> What the task asks
Output exactly the lines from the one with "Use Graphviz DOT." through the last line of the data below, both included, and nothing more.

> Listed records
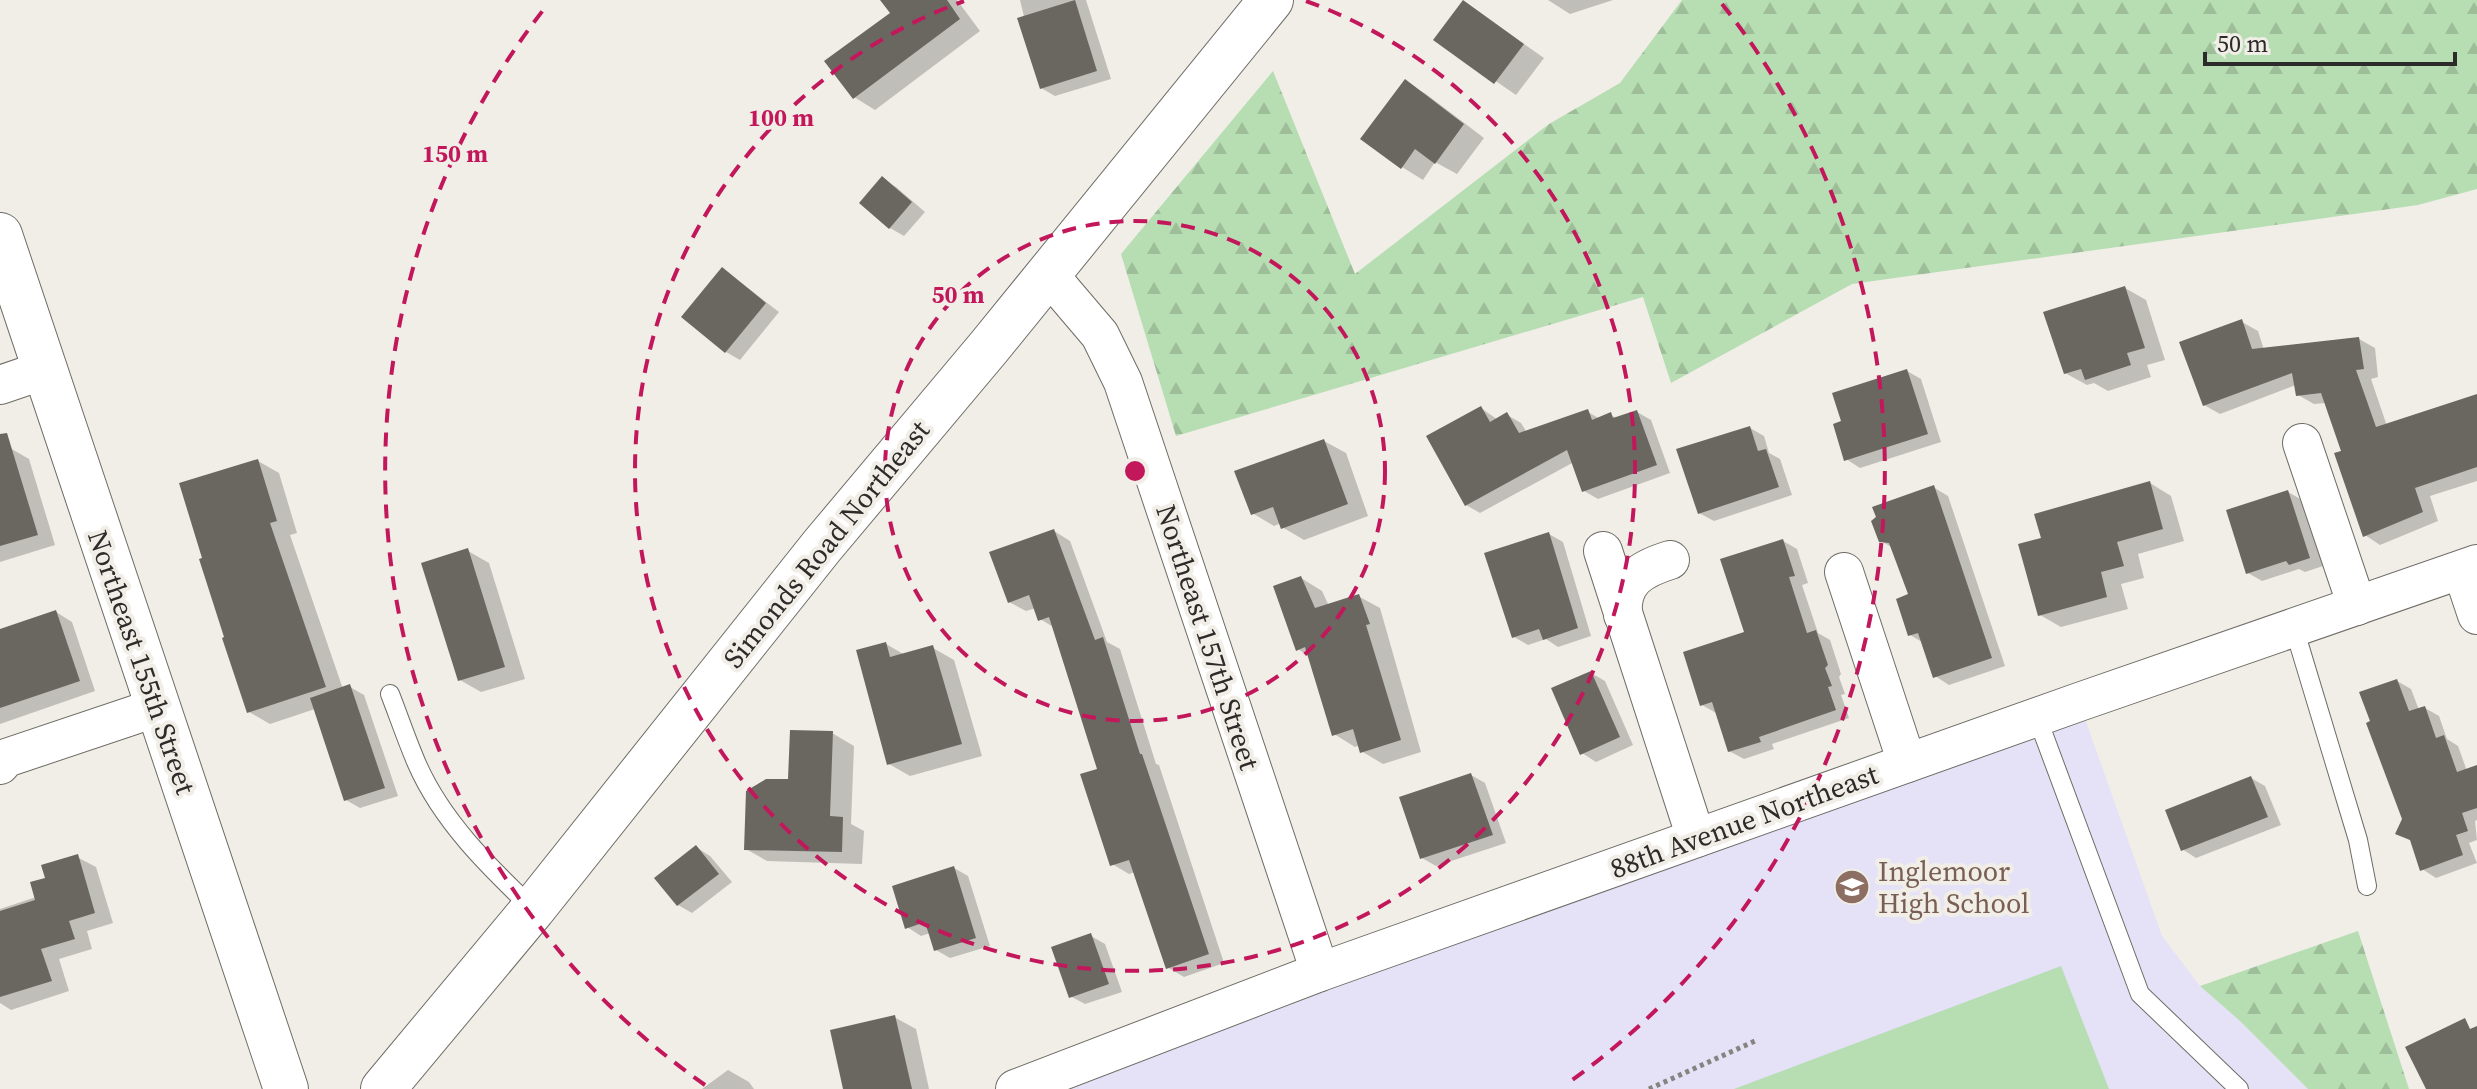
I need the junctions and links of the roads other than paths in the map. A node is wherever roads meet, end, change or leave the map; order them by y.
1 (1271, 0) edge
2 (0, 235) edge
3 (1049, 275) junction
4 (44, 370) junction
5 (0, 385) edge
6 (2302, 443) dead end
7 (1603, 551) dead end
8 (1670, 560) dead end
9 (2469, 567) edge
10 (1844, 572) dead end
11 (2357, 606) junction
12 (1623, 615) junction
13 (2477, 615) edge
14 (2294, 628) junction
15 (390, 694) dead end
16 (158, 707) junction
17 (2037, 717) junction
18 (1907, 763) junction
19 (0, 765) edge
20 (1696, 838) junction
21 (2367, 886) dead end
22 (533, 909) junction
23 (1320, 972) junction
24 (286, 1089) edge
25 (383, 1089) edge
26 (1015, 1089) edge
27 (2239, 1089) edge

1 - 3 main road, Simonds Road Northeast
2 - 4 main road, Northeast 155th Street
3 - 22 main road, Simonds Road Northeast
3 - 23 street, Northeast 157th Street
4 - 5 street
4 - 16 main road, Northeast 155th Street
6 - 11 street
7 - 12 street
8 - 12 street
9 - 11 street, 88th Avenue Northeast
9 - 13 street
10 - 18 street
11 - 14 street, 88th Avenue Northeast
12 - 20 street
14 - 17 street, 88th Avenue Northeast
14 - 21 lane
15 - 22 lane
16 - 19 street
16 - 24 main road, Northeast 155th Street
17 - 18 street, 88th Avenue Northeast
17 - 27 lane
18 - 20 street, 88th Avenue Northeast
20 - 23 street, 88th Avenue Northeast
22 - 25 main road, Simonds Road Northeast
23 - 26 street, 88th Avenue Northeast

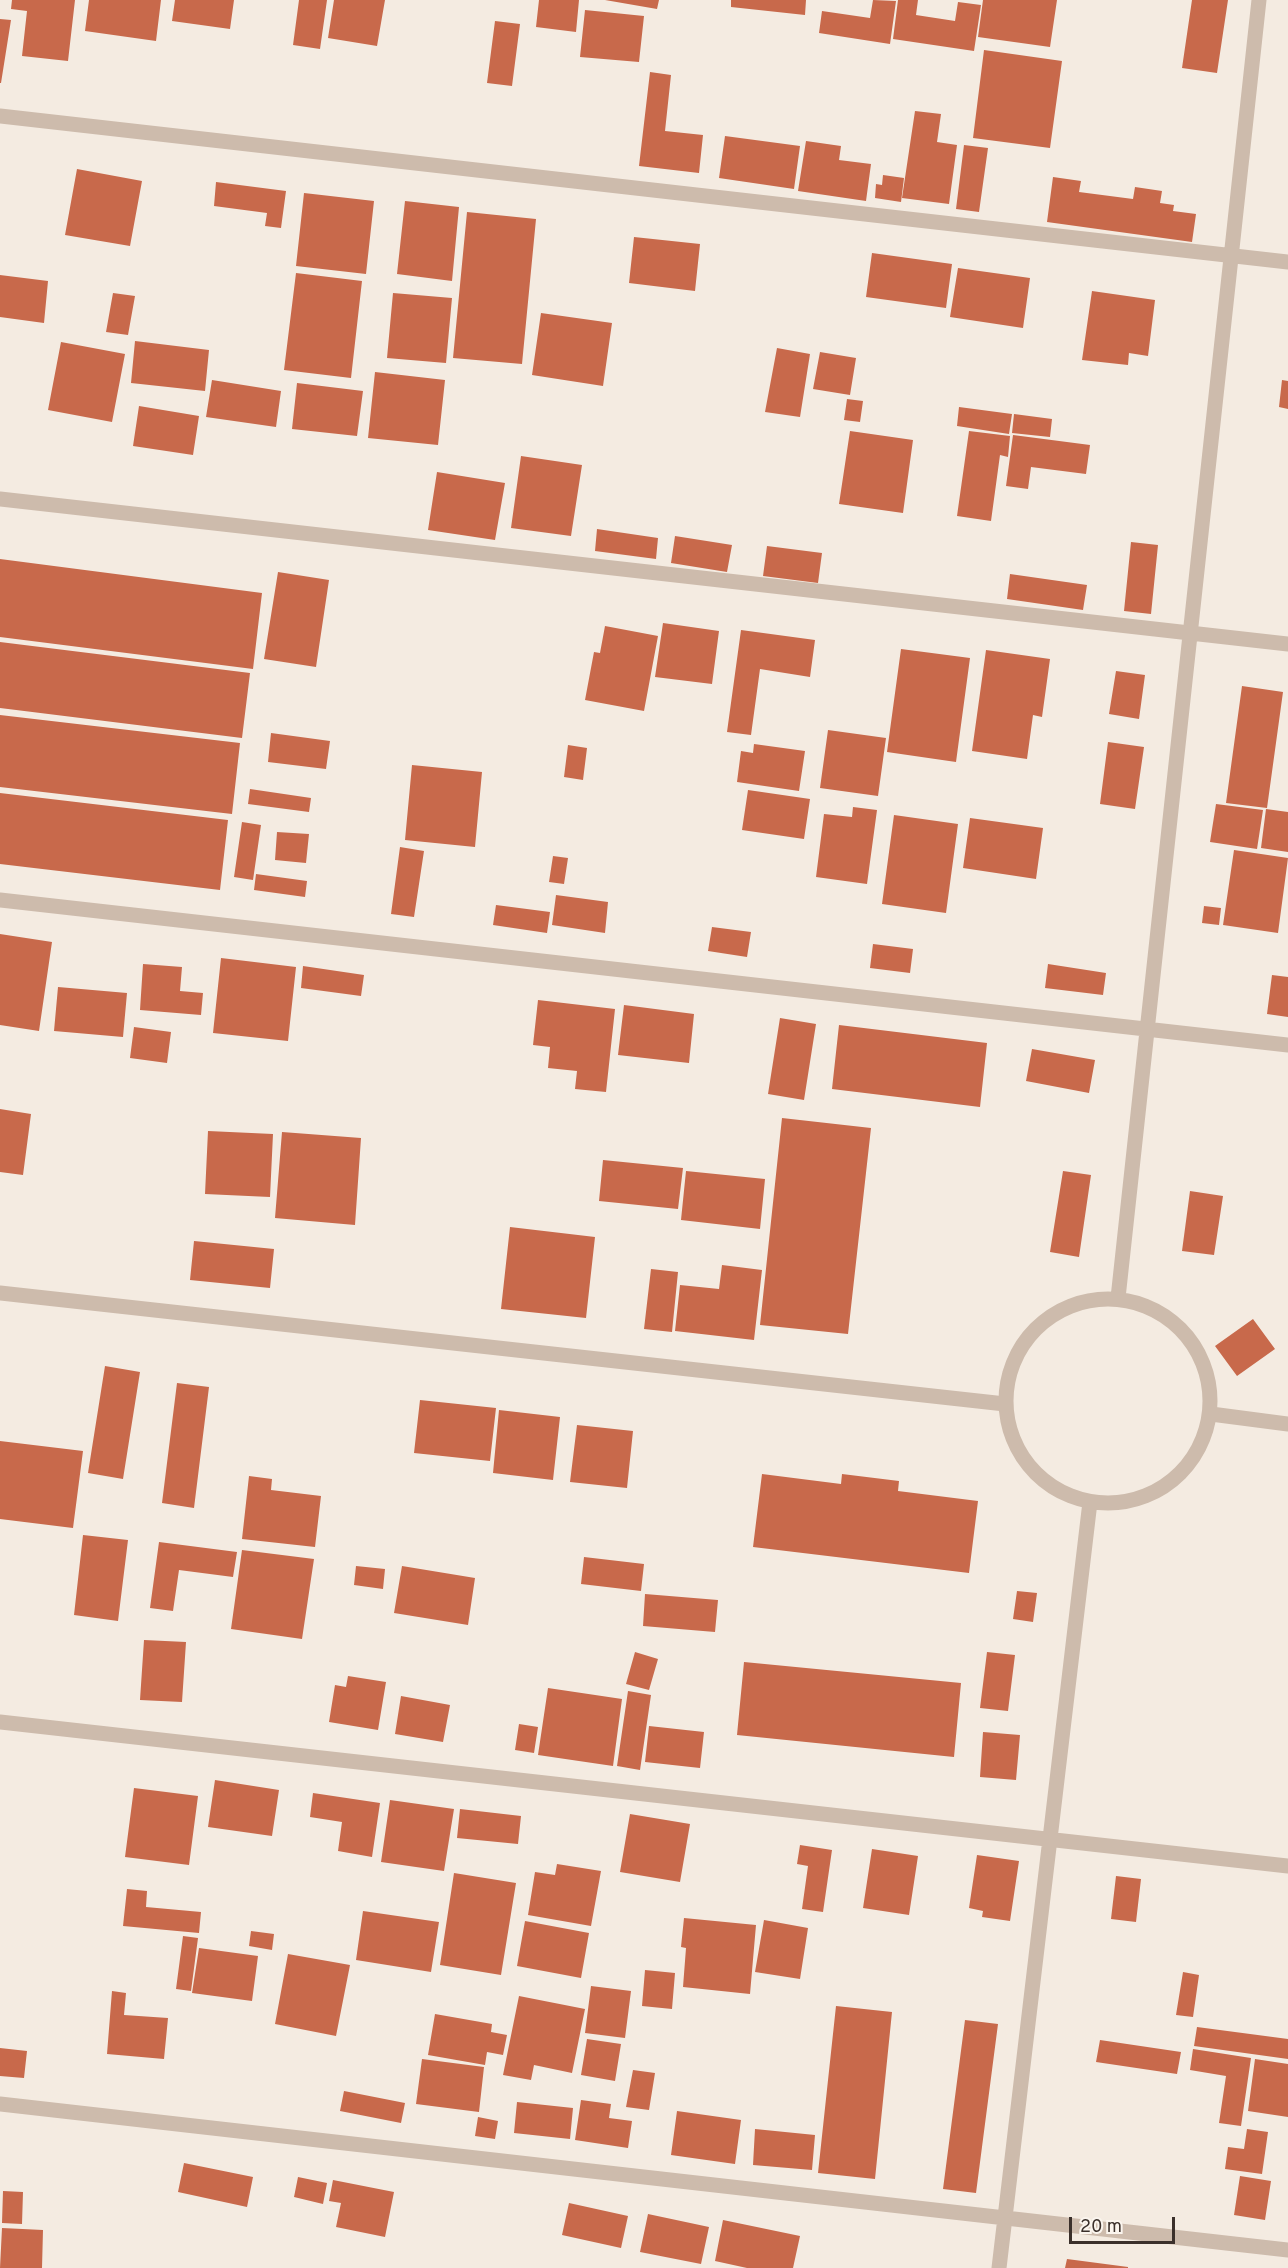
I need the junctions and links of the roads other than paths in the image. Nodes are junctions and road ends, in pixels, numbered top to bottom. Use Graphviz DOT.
graph roads {
  1 [pos="1259,0"];
  2 [pos="0,116"];
  3 [pos="1231,256"];
  4 [pos="1288,262"];
  5 [pos="0,499"];
  6 [pos="1191,633"];
  7 [pos="1288,644"];
  8 [pos="0,900"];
  9 [pos="1148,1029"];
  10 [pos="1288,1045"];
  11 [pos="0,1293"];
  12 [pos="1118,1298"];
  13 [pos="1005,1404"];
  14 [pos="1211,1414"];
  15 [pos="1288,1424"];
  16 [pos="1090,1502"];
  17 [pos="0,1722"];
  18 [pos="1050,1839"];
  19 [pos="1288,1866"];
  20 [pos="0,2104"];
  21 [pos="1005,2217"];
  22 [pos="1288,2250"];
  23 [pos="999,2268"];
  1 -- 3 [label="street"];
  2 -- 3 [label="street"];
  3 -- 4 [label="street"];
  3 -- 6 [label="street"];
  5 -- 6 [label="street"];
  6 -- 7 [label="street"];
  6 -- 9 [label="street"];
  8 -- 9 [label="street"];
  9 -- 10 [label="street"];
  9 -- 12 [label="street"];
  11 -- 13 [label="street"];
  12 -- 13 [label="street"];
  12 -- 14 [label="street"];
  13 -- 16 [label="street"];
  14 -- 15 [label="street"];
  14 -- 16 [label="street"];
  16 -- 18 [label="street"];
  17 -- 18 [label="street"];
  18 -- 19 [label="street"];
  18 -- 21 [label="street"];
  20 -- 21 [label="street"];
  21 -- 22 [label="street"];
  21 -- 23 [label="street"];
}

> Task response
I need the junctions and links of the roads other than paths in the image. Nodes are junctions and road ends, in pixels, numbered top to bottom. Use Graphviz DOT.
graph roads {
  1 [pos="1259,0"];
  2 [pos="0,116"];
  3 [pos="1231,256"];
  4 [pos="1288,262"];
  5 [pos="0,499"];
  6 [pos="1191,633"];
  7 [pos="1288,644"];
  8 [pos="0,900"];
  9 [pos="1148,1029"];
  10 [pos="1288,1045"];
  11 [pos="0,1293"];
  12 [pos="1118,1298"];
  13 [pos="1005,1404"];
  14 [pos="1211,1414"];
  15 [pos="1288,1424"];
  16 [pos="1090,1502"];
  17 [pos="0,1722"];
  18 [pos="1050,1839"];
  19 [pos="1288,1866"];
  20 [pos="0,2104"];
  21 [pos="1005,2217"];
  22 [pos="1288,2250"];
  23 [pos="999,2268"];
  1 -- 3 [label="street"];
  2 -- 3 [label="street"];
  3 -- 4 [label="street"];
  3 -- 6 [label="street"];
  5 -- 6 [label="street"];
  6 -- 7 [label="street"];
  6 -- 9 [label="street"];
  8 -- 9 [label="street"];
  9 -- 10 [label="street"];
  9 -- 12 [label="street"];
  11 -- 13 [label="street"];
  12 -- 13 [label="street"];
  12 -- 14 [label="street"];
  13 -- 16 [label="street"];
  14 -- 15 [label="street"];
  14 -- 16 [label="street"];
  16 -- 18 [label="street"];
  17 -- 18 [label="street"];
  18 -- 19 [label="street"];
  18 -- 21 [label="street"];
  20 -- 21 [label="street"];
  21 -- 22 [label="street"];
  21 -- 23 [label="street"];
}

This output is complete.